-- Exercise --
Your task is to print all of the entries exactly, though the pictures should not be included.

-- Source information --
☆ ☆ ☆ ☆

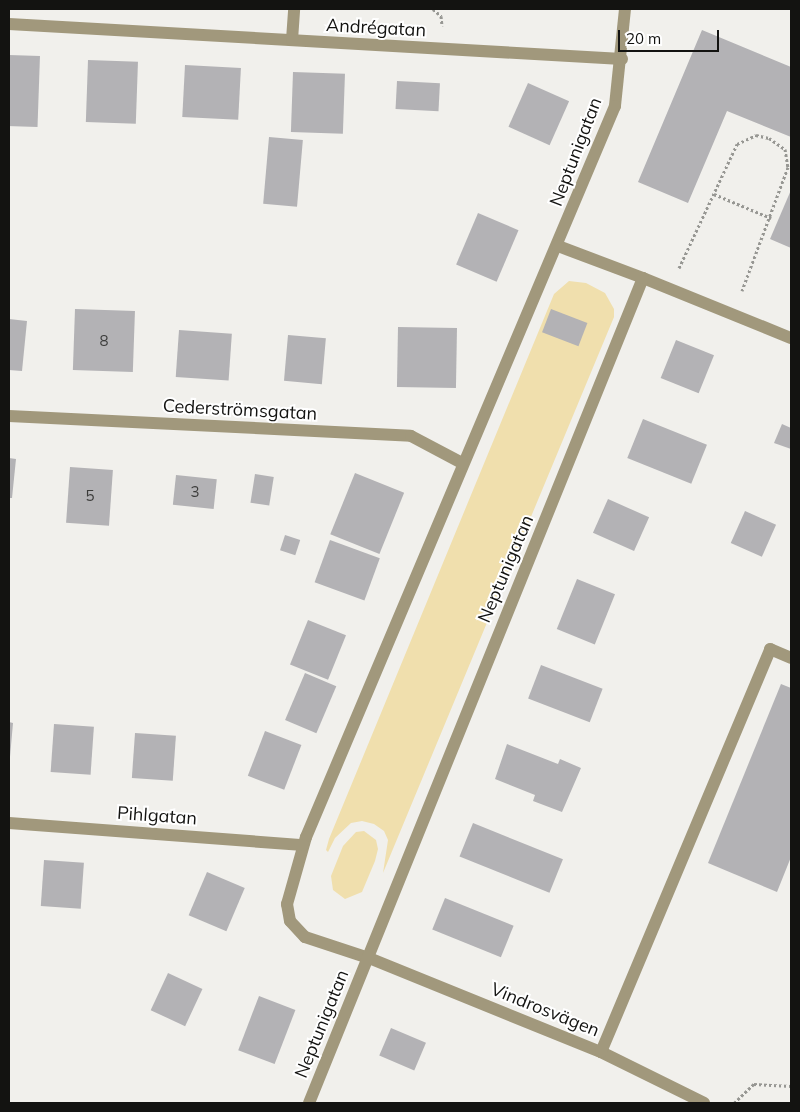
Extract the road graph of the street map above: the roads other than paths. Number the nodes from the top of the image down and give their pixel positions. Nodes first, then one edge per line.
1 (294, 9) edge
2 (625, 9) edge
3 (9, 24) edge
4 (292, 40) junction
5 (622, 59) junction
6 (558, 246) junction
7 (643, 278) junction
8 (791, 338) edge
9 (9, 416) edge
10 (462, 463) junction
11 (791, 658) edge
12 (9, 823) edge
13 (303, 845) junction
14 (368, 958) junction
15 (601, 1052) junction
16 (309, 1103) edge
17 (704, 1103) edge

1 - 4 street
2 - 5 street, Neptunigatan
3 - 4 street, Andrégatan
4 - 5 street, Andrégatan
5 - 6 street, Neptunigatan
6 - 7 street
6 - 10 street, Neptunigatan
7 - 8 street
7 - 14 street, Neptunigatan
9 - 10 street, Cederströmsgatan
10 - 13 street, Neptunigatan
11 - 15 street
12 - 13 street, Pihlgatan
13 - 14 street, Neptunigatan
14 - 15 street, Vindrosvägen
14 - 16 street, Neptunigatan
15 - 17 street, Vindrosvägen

☆ ☆ ☆ ☆

-- Task output --
Extract the road graph of the street map above: the roads other than paths. Number the nodes from the top of the image down and give their pixel positions. Nodes first, then one edge per line.
1 (294, 9) edge
2 (625, 9) edge
3 (9, 24) edge
4 (292, 40) junction
5 (622, 59) junction
6 (558, 246) junction
7 (643, 278) junction
8 (791, 338) edge
9 (9, 416) edge
10 (462, 463) junction
11 (791, 658) edge
12 (9, 823) edge
13 (303, 845) junction
14 (368, 958) junction
15 (601, 1052) junction
16 (309, 1103) edge
17 (704, 1103) edge

1 - 4 street
2 - 5 street, Neptunigatan
3 - 4 street, Andrégatan
4 - 5 street, Andrégatan
5 - 6 street, Neptunigatan
6 - 7 street
6 - 10 street, Neptunigatan
7 - 8 street
7 - 14 street, Neptunigatan
9 - 10 street, Cederströmsgatan
10 - 13 street, Neptunigatan
11 - 15 street
12 - 13 street, Pihlgatan
13 - 14 street, Neptunigatan
14 - 15 street, Vindrosvägen
14 - 16 street, Neptunigatan
15 - 17 street, Vindrosvägen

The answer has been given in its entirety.